[Data items]
= Beginning of Section =
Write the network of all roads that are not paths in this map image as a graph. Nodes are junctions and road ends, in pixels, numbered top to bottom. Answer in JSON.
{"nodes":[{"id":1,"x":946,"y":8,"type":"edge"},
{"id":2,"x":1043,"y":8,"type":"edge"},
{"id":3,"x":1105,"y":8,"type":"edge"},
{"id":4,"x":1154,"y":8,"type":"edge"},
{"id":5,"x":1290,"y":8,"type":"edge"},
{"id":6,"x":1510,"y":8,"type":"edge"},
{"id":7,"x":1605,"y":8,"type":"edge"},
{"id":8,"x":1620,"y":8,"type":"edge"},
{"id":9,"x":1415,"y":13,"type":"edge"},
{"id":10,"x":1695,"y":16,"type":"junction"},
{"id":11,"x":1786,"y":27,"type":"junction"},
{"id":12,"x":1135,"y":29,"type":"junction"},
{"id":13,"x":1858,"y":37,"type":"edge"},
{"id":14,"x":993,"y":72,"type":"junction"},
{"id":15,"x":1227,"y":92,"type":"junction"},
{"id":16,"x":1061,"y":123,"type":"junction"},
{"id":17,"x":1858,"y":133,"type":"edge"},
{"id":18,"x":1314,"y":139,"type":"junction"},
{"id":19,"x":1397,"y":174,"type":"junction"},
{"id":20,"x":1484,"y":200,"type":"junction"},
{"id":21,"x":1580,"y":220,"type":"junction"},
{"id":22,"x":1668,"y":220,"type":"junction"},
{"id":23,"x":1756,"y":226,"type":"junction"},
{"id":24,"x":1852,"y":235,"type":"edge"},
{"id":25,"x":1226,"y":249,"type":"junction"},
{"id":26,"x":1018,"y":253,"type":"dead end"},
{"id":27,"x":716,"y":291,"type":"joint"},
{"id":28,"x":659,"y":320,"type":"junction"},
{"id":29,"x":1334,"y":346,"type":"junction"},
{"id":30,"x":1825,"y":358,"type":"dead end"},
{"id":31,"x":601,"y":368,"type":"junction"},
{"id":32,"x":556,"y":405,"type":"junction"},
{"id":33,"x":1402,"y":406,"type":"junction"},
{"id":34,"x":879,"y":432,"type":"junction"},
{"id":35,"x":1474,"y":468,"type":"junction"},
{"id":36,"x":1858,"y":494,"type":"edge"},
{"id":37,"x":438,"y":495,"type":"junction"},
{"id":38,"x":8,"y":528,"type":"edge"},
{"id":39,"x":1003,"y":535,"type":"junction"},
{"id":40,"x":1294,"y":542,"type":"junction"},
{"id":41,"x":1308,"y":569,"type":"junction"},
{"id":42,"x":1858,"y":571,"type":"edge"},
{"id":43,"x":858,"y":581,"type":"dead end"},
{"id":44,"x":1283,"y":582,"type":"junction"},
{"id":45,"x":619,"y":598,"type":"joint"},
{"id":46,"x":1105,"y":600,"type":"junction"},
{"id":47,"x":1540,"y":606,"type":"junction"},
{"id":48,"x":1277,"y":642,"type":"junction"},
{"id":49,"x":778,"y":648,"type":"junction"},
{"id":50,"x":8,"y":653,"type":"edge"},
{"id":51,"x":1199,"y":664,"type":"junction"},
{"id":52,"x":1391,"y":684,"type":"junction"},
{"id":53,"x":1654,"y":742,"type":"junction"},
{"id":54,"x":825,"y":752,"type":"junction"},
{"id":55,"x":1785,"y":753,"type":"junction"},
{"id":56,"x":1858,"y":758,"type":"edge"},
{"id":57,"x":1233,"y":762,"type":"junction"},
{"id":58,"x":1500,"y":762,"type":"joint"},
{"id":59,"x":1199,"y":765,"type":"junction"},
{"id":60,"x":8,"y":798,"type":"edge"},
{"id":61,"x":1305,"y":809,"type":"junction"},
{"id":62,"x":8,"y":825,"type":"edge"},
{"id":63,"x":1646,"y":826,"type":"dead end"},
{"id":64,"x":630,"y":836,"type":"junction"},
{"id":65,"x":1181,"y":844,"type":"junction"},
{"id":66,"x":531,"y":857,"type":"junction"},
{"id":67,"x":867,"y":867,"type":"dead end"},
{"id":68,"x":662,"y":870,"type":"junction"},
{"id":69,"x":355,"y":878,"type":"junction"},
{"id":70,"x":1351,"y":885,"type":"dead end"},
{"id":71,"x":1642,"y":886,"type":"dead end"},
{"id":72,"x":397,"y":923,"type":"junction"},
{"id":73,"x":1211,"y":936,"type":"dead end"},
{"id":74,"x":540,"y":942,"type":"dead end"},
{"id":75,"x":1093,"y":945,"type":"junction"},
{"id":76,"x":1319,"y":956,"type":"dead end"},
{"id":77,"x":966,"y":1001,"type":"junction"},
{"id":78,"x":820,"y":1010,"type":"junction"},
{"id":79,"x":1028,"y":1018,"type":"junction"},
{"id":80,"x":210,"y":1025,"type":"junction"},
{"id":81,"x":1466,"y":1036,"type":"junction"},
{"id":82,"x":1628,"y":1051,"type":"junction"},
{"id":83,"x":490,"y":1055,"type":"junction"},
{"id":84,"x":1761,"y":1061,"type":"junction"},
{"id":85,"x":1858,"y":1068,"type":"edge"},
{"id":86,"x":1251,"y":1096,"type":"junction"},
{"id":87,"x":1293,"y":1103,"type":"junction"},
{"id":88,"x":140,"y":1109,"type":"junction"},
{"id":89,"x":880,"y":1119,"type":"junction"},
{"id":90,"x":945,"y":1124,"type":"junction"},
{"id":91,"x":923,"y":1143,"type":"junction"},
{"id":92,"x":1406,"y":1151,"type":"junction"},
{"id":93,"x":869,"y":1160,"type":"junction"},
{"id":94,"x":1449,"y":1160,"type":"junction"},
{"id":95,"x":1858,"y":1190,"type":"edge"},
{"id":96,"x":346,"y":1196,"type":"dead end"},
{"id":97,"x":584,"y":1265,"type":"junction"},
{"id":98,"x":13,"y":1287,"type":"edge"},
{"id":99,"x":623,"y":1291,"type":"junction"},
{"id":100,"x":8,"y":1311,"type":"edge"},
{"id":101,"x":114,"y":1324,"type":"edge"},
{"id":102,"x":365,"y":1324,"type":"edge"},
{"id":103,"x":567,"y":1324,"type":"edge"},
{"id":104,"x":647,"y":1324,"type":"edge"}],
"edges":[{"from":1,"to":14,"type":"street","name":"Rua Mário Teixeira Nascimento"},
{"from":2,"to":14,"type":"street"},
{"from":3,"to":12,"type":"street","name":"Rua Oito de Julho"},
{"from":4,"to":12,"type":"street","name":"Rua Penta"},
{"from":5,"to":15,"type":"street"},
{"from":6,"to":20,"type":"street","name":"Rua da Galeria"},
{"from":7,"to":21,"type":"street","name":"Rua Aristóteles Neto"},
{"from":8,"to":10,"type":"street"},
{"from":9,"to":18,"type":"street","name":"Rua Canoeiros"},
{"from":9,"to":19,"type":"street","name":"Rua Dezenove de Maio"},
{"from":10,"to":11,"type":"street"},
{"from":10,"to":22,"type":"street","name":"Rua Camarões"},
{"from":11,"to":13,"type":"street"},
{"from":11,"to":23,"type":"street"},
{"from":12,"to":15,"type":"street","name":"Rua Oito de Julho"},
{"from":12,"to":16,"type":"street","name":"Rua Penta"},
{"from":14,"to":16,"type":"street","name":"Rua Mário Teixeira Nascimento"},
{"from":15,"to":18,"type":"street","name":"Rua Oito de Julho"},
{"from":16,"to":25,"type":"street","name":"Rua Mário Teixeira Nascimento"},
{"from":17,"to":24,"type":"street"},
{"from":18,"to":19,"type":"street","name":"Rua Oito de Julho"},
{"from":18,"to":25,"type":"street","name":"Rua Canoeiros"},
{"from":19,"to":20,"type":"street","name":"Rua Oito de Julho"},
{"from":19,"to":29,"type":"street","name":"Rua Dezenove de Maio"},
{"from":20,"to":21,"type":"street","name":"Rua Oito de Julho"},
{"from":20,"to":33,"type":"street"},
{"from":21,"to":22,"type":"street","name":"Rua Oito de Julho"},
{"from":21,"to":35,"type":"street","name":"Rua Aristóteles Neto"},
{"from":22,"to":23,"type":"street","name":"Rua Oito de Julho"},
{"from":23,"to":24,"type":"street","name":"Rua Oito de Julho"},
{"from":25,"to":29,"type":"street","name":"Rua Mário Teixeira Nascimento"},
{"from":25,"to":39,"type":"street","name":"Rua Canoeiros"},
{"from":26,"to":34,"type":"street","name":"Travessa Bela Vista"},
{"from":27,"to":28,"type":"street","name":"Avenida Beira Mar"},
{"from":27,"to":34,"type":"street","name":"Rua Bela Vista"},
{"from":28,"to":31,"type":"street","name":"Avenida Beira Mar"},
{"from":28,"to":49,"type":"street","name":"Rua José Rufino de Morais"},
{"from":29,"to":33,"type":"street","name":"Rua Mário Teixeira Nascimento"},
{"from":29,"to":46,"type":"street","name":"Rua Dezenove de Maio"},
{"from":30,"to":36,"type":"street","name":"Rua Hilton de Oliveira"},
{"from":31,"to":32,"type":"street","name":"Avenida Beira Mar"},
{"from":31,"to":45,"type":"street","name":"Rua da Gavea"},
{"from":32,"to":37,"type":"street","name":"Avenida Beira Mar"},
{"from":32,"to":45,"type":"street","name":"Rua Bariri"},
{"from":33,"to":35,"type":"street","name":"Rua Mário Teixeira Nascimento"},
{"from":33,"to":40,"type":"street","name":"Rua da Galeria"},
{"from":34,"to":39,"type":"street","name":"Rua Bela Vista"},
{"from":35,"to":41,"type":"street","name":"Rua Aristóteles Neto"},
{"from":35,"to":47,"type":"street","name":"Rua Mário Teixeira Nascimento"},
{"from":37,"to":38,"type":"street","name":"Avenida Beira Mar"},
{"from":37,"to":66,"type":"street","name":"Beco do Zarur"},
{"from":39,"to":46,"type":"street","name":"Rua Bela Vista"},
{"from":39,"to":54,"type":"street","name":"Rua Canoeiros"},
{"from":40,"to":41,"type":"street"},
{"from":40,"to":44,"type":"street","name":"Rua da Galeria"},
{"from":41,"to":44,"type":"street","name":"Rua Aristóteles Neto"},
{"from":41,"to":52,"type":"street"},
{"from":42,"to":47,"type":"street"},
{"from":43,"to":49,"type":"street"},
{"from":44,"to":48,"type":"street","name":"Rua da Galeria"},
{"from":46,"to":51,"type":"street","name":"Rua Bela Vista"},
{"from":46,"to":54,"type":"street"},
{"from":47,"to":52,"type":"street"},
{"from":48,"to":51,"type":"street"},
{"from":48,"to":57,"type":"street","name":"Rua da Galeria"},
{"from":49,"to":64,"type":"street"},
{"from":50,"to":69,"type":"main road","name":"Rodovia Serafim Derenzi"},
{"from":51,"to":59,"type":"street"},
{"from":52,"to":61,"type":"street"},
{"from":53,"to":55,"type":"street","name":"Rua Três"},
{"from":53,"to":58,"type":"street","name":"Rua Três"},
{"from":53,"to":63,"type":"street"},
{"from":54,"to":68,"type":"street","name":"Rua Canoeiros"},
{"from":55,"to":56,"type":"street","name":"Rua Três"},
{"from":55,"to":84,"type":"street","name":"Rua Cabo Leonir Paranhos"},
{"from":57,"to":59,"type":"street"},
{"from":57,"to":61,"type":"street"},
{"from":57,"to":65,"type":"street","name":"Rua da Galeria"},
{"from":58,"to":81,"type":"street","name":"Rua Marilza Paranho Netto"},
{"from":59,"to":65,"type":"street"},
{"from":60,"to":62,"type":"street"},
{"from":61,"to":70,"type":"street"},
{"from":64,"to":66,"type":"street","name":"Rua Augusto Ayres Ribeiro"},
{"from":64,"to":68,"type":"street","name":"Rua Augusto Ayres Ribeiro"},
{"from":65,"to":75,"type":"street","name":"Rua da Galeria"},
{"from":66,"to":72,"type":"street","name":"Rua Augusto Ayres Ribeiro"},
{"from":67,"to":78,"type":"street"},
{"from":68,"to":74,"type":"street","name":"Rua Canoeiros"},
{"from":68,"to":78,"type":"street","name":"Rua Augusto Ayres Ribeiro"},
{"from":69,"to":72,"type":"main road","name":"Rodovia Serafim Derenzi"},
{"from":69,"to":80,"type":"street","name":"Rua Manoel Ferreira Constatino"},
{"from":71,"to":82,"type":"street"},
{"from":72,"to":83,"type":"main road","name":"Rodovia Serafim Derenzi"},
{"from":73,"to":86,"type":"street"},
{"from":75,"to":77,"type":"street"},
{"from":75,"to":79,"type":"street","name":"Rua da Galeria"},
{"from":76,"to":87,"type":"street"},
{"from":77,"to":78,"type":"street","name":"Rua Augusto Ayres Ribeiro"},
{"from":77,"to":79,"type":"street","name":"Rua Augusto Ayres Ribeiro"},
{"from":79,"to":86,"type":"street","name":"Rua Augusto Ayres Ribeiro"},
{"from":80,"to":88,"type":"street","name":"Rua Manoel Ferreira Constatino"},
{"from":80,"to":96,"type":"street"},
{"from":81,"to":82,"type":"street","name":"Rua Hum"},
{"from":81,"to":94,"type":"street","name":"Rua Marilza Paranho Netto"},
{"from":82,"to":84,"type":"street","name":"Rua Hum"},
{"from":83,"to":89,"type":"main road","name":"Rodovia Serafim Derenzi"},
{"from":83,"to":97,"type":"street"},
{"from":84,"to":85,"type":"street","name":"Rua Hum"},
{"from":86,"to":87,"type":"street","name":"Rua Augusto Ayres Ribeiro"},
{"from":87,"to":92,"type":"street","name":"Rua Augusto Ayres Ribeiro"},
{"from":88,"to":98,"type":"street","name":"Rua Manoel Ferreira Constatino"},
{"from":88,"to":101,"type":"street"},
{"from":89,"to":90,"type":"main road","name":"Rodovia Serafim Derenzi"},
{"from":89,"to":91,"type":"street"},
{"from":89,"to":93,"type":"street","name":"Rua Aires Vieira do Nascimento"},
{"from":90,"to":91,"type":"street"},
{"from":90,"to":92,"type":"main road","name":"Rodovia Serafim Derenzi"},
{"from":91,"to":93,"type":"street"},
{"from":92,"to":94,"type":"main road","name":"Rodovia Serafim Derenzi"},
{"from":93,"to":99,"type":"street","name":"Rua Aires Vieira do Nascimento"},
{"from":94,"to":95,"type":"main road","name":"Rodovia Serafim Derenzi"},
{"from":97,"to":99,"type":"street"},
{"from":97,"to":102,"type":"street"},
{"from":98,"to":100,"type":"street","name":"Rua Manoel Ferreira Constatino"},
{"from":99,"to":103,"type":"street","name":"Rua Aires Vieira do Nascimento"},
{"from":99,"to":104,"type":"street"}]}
= End of Section =
What you need to do —
If a line above includes the word "road", count it; then give the final number by itself.

Worked solution —
9